Looking at the facts, with NVIDIA's market share approaching 80%, I don't believe AMD can ever hope to recover from this deficit.

I believe AMD will stop competing with NVIDIA within the next year or two, and will probably only produce APU, SoC custom designs (consoles) etc. Maybe they'll stay in the budget market, as in <£100.

This will leave us with NVIDIA being the only choice of GPU for us gamers.

Tbh - this is what certain posters here have wanted for years. Now they will get what they want, one vendor with a monopoly, that will most likely price every new GPU that increases performance 10% over the previous gen, for an extortionate cost.

It will pretty much kill 99% of the GPU discussions on forums like this one, since it will be pretty boring with everyone running the same hardware.

I'm not quite sure what certain posters here will do with their spare time, when they can't spend hours posting each night to support/defend NVIDIA and bash on AMD, though it will be amusing to watch.
 
I would take anything that Digital Trends published with a grain of salt. The articles you are reading are called 'high intensity' articles that are purposely written to be controversial and cause community disruptance. This in part builds a familiarity with the brand and increases popularity.

Digital Trends are constantly writing articles like this to cause controversy. They are the Daily Mail of the tech world.
 
Looking at the facts, with NVIDIA's market share approaching 80%, I don't believe AMD can ever hope to recover from this deficit.

I believe AMD will stop competing with NVIDIA within the next year or two, and will probably only produce APU, SoC custom designs (consoles) etc. Maybe they'll stay in the budget market, as in <£100.

This will leave us with NVIDIA being the only choice of GPU for us gamers.

Tbh - this is what certain posters here have wanted for years. Now they will get what they want, one vendor with a monopoly, that will most likely price every new GPU that increases performance 10% over the previous gen, for an extortionate cost.

It will pretty much kill 99% of the GPU discussions on forums like this one, since it will be pretty boring with everyone running the same hardware.

I'm not quite sure what certain posters here will do with their spare time, when they can't spend hours posting each night to support/defend NVIDIA and bash on AMD, though it will be amusing to watch.



Sadly to me it seems inevitable, just like the CPUs. Not there yet but AMD really have to do a massive change around, not so much in hardware but in drivers, software, game support, customer relations, marketing, hardware efficiency.
 
I would take anything that Digital Trends published with a grain of salt.
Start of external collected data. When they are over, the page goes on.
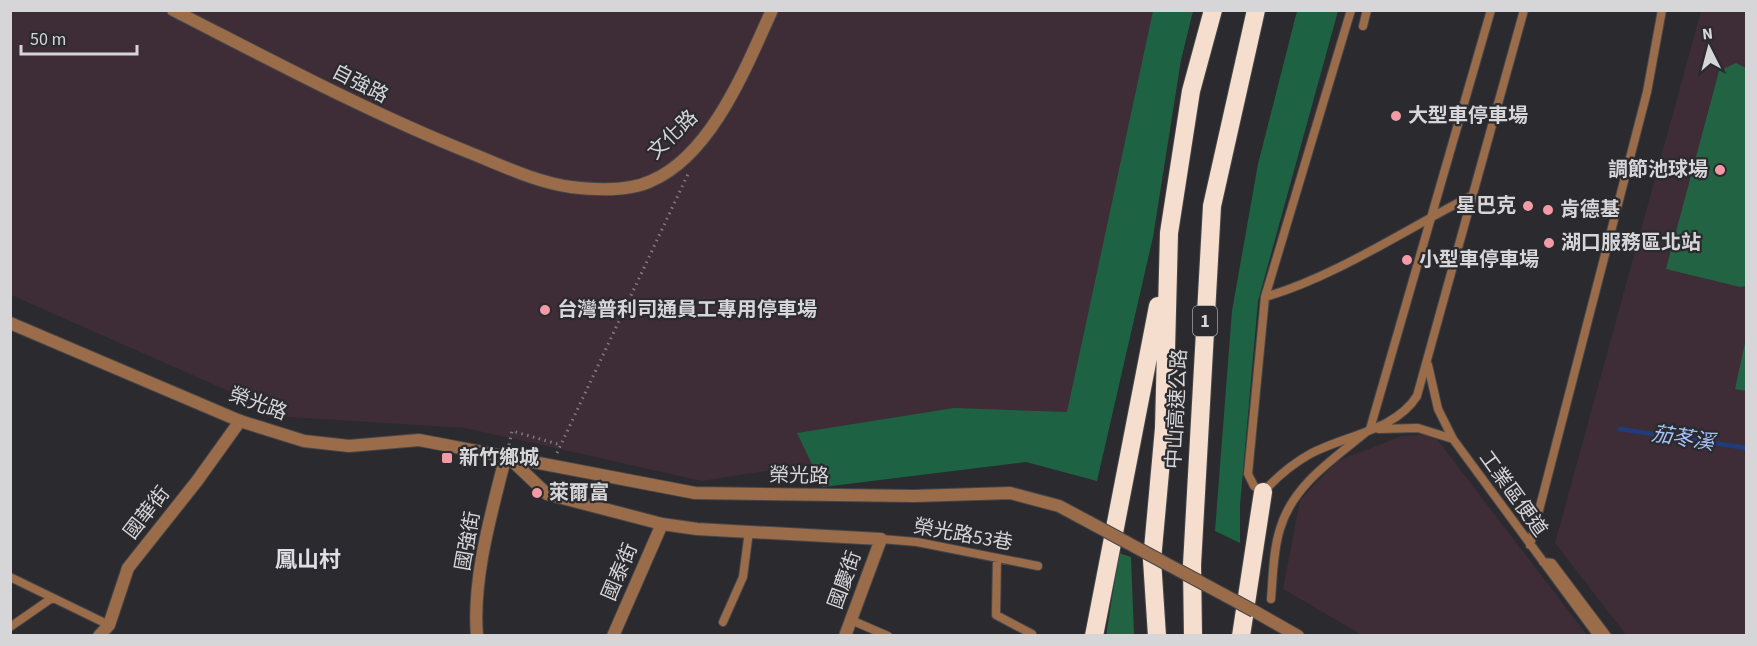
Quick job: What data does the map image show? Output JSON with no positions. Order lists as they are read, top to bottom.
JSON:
{
  "streets": {
    "highway": ["1", "中山高速公路"],
    "street": [
      "自強路",
      "文化路",
      "榮光路",
      "國華街",
      "國強街",
      "國泰街",
      "國慶街"
    ],
    "lane": ["工業區便道", "榮光路53巷"]
  },
  "crossings": [
    ["自強路", "文化路"],
    ["榮光路", "國華街"],
    ["榮光路", "國強街"],
    ["榮光路53巷", "國慶街"]
  ],
  "districts": ["鳳山村"],
  "water": ["茄苳溪"],
  "places": {
    "other": [
      "大型車停車場",
      "調節池球場",
      "星巴克",
      "肯德基",
      "湖口服務區北站",
      "小型車停車場",
      "台灣普利司通員工專用停車場",
      "萊爾富"
    ],
    "transit": ["新竹鄉城"]
  },
  "scale_bar": "50 m",
  "north": "top"
}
The articles you are reading are called 'high intensity' articles that are purposely written to be controversial and cause community disruptance. This in part builds a familiarity with the brand and increases popularity.

Digital Trends are constantly writing articles like this to cause controversy. They are the Daily Mail of the tech world.

Makes a good talking point though, the article wasn't talking about specific hardware, but rather despite AMD being competitive (Through price drops) they are unable to capture market share and gain profitably. While Nvidia are getting record profit in the same market.

This seems to have gone over the heads of a few here though, who think any article with AMD and Nvidia is a fanboy war thread and one must choose battle sides :p

Oh well, I hope AMD bounce back with 3XX series and Zen/K12. Would love to see a really competitive AMD again.
 
I would take anything that Digital Trends published with a grain of salt. The articles you are reading are called 'high intensity' articles that are purposely written to be controversial and cause community disruptance. This in part builds a familiarity with the brand and increases popularity.

Digital Trends are constantly writing articles like this to cause controversy. They are the Daily Mail of the tech world.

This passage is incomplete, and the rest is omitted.